Packaging and Labeling

• Under the FDCA, a drug is deemed misbranded "if it purports to be a drug the name of which is recognized in an official compendium [such as USP], unless it is packaged and labeled as prescribed therein." FDCA §502(g). Current example: USP's ongoing effort to revise General Chapter <1> Injections to better protect patients by restricting cap and overseal printing to certain cautionary statements that healthcare practitioners are likely to see and read at the time of administration of high-risk parenterals (such as paralyzing agents).

Dietary Supplements

• USP standards for dietary supplements have less legal recognition than its standards for drugs; a dietary supplement will be considered misbranded only if it is represented as conforming to USP specifications and fails to so conform.

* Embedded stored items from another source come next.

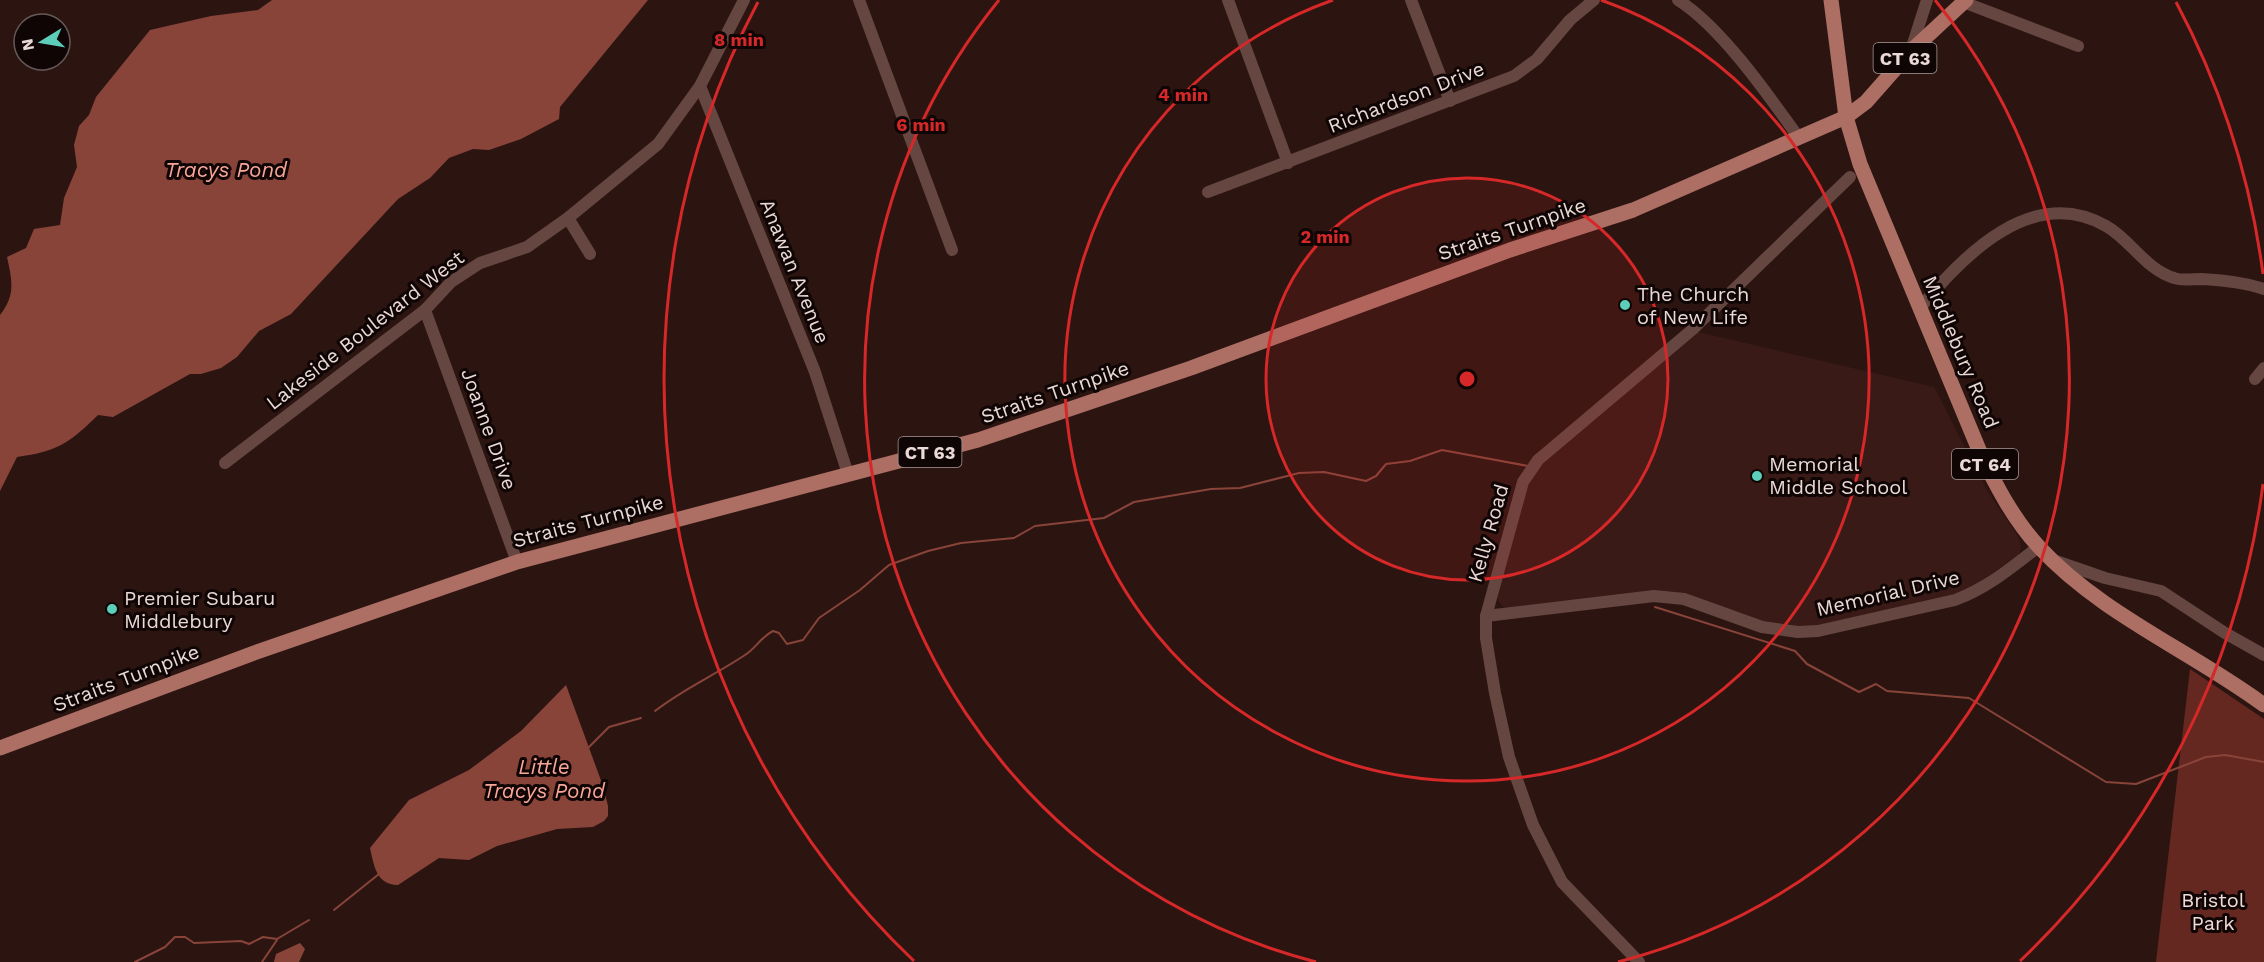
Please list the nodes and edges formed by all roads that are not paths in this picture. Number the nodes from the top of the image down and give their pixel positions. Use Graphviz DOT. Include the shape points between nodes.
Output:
graph roads {
  1 [pos="744,0"];
  2 [pos="859,0"];
  3 [pos="1228,0"];
  4 [pos="1411,0"];
  5 [pos="1594,0"];
  6 [pos="1678,0"];
  7 [pos="1831,0"];
  8 [pos="1927,0"];
  9 [pos="1965,1"];
  10 [pos="2079,46"];
  11 [pos="1911,51"];
  12 [pos="700,86"];
  13 [pos="1450,101"];
  14 [pos="1846,117"];
  15 [pos="1799,138"];
  16 [pos="1288,163"];
  17 [pos="1850,177"];
  18 [pos="1208,192"];
  19 [pos="568,218"];
  20 [pos="952,250"];
  21 [pos="590,254"];
  22 [pos="2264,289"];
  23 [pos="1920,308"];
  24 [pos="425,310"];
  25 [pos="2264,368"];
  26 [pos="2255,379"];
  27 [pos="225,463"];
  28 [pos="848,474"];
  29 [pos="2038,547"];
  30 [pos="2053,560"];
  31 [pos="517,562"];
  32 [pos="1486,616"];
  33 [pos="2264,655"];
  34 [pos="2264,705"];
  35 [pos="0,748"];
  36 [pos="1639,962"];
  1 -- 12 [label="street, Lakeside Boulevard West"];
  2 -- 20 [label="street"];
  3 -- 16 [label="street"];
  4 -- 13 [label="street"];
  5 -- 13 [label="street, Richardson Drive" via="1570,20 1537,59 1514,76"];
  6 -- 15 [label="street" via="1705,23 1759,82"];
  7 -- 14 [label="main road, Middlebury Road / CT 64"];
  8 -- 11 [label="street"];
  9 -- 10 [label="street"];
  9 -- 11 [label="main road, Straits Turnpike / CT 63"];
  11 -- 14 [label="main road, Straits Turnpike / CT 63" via="1866,102"];
  12 -- 19 [label="street, Lakeside Boulevard West" via="658,144"];
  12 -- 28 [label="street, Anawan Avenue" via="815,372"];
  13 -- 16 [label="street, Richardson Drive"];
  14 -- 15 [label="main road, Straits Turnpike / CT 63"];
  14 -- 23 [label="main road, Middlebury Road / CT 64" via="1875,203"];
  15 -- 28 [label="main road, Straits Turnpike / CT 63" via="1633,210 1510,250 1191,368 978,440"];
  16 -- 18 [label="street, Richardson Drive"];
  17 -- 32 [label="street, Kelly Road" via="1693,329 1538,460 1523,482"];
  19 -- 21 [label="street"];
  19 -- 24 [label="street, Lakeside Boulevard West" via="527,247 480,263 451,282"];
  22 -- 23 [label="street" via="2240,281 2176,279 2155,269 2107,226 2060,211 2012,225 1950,272"];
  23 -- 29 [label="main road, Middlebury Road / CT 64" via="2000,494"];
  24 -- 27 [label="street, Lakeside Boulevard West"];
  24 -- 31 [label="street, Joanne Drive"];
  25 -- 26 [label="street"];
  28 -- 31 [label="main road, Straits Turnpike / CT 63"];
  29 -- 30 [label="main road, Middlebury Road / CT 64"];
  29 -- 32 [label="street, Memorial Drive" via="1992,583 1955,600 1818,631 1762,627 1684,600 1654,596"];
  30 -- 33 [label="street" via="2161,591"];
  30 -- 34 [label="main road, Middlebury Road / CT 64" via="2099,598"];
  31 -- 35 [label="main road, Straits Turnpike / CT 63" via="254,653"];
  32 -- 36 [label="street, Kelly Road" via="1488,649 1509,757 1533,825 1562,882"];
}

FDCA §403(s)(2)(D), as added by Dietary Supplement Health and Education Act (DSHEA).

Food Ingredients

• When the 1958 Food Additives amendments were added to the FDCA, the National Academy of Sciences (NAS) launched the Food Chemicals Codex (FCC). NAS transferred ownership of the FCC to USP in 2006.
• >There is no general statutory recognition in the FDCA for FCC standards. FCC standards are enforceable under the federal food misbranding provision, FDCA §403(g), only where FCC standards have been incorporated as part of a definition or standard of identity in particular FDA food regulations. There are many such regulatory references to the FCC. Such regulations need to be periodically updated by FDA to ensure incorporation of the latest compendial standards.

Enforcement

• Enforcement of USP standards is the responsibility of FDA and other governmental authorities, in the United States and elsewhere. USP has no role in enforcement.